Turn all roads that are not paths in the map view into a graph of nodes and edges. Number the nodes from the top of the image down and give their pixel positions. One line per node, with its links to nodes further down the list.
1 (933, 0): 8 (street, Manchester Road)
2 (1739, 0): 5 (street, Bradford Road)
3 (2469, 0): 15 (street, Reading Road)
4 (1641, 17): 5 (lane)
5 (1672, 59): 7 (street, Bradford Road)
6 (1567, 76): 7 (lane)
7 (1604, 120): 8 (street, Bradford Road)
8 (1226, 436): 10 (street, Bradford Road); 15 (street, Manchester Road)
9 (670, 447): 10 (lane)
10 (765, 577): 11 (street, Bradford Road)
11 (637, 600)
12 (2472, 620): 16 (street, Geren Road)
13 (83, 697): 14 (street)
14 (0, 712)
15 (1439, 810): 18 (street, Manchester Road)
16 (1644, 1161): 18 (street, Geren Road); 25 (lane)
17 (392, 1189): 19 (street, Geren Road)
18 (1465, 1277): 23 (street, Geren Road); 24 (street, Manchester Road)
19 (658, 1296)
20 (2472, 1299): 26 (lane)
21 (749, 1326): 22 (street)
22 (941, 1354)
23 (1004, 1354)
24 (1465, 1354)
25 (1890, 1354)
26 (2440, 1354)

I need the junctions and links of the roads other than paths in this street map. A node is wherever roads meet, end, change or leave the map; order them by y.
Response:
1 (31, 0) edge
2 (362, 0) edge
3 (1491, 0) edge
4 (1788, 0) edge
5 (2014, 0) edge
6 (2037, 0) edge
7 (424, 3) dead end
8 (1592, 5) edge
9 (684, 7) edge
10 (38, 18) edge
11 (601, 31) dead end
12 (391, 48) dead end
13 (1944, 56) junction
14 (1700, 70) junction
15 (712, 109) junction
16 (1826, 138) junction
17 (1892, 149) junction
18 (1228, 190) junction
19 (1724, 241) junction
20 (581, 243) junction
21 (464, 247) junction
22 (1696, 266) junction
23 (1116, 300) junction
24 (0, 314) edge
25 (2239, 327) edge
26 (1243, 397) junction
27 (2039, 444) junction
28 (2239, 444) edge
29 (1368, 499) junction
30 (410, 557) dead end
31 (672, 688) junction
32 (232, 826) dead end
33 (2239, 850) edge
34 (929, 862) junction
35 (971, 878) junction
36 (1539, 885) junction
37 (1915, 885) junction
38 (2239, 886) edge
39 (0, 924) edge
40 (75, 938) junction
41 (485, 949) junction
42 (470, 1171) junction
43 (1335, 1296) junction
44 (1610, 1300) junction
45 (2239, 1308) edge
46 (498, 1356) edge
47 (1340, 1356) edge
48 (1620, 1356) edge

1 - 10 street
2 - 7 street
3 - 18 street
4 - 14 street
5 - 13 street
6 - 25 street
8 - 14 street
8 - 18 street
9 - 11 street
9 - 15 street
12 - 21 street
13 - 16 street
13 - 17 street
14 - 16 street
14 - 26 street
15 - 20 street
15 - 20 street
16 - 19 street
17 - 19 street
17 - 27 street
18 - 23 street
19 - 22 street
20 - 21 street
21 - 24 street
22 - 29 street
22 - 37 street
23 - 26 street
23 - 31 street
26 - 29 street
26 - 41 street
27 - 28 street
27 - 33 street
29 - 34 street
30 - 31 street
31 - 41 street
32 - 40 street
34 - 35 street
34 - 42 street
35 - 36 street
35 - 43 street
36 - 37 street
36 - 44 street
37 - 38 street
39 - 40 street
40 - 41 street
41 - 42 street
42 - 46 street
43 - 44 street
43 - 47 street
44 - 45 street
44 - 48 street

TASK: Output, exactly and in full, the lines from the start of the entries above through the line that contains "I need the junctions".

TASK RESPONSE:
Turn all roads that are not paths in the map view into a graph of nodes and edges. Number the nodes from the top of the image down and give their pixel positions. One line per node, with its links to nodes further down the list.
1 (933, 0): 8 (street, Manchester Road)
2 (1739, 0): 5 (street, Bradford Road)
3 (2469, 0): 15 (street, Reading Road)
4 (1641, 17): 5 (lane)
5 (1672, 59): 7 (street, Bradford Road)
6 (1567, 76): 7 (lane)
7 (1604, 120): 8 (street, Bradford Road)
8 (1226, 436): 10 (street, Bradford Road); 15 (street, Manchester Road)
9 (670, 447): 10 (lane)
10 (765, 577): 11 (street, Bradford Road)
11 (637, 600)
12 (2472, 620): 16 (street, Geren Road)
13 (83, 697): 14 (street)
14 (0, 712)
15 (1439, 810): 18 (street, Manchester Road)
16 (1644, 1161): 18 (street, Geren Road); 25 (lane)
17 (392, 1189): 19 (street, Geren Road)
18 (1465, 1277): 23 (street, Geren Road); 24 (street, Manchester Road)
19 (658, 1296)
20 (2472, 1299): 26 (lane)
21 (749, 1326): 22 (street)
22 (941, 1354)
23 (1004, 1354)
24 (1465, 1354)
25 (1890, 1354)
26 (2440, 1354)

I need the junctions and links of the roads other than paths in this street map. A node is wherever roads meet, end, change or leave the map; order them by y.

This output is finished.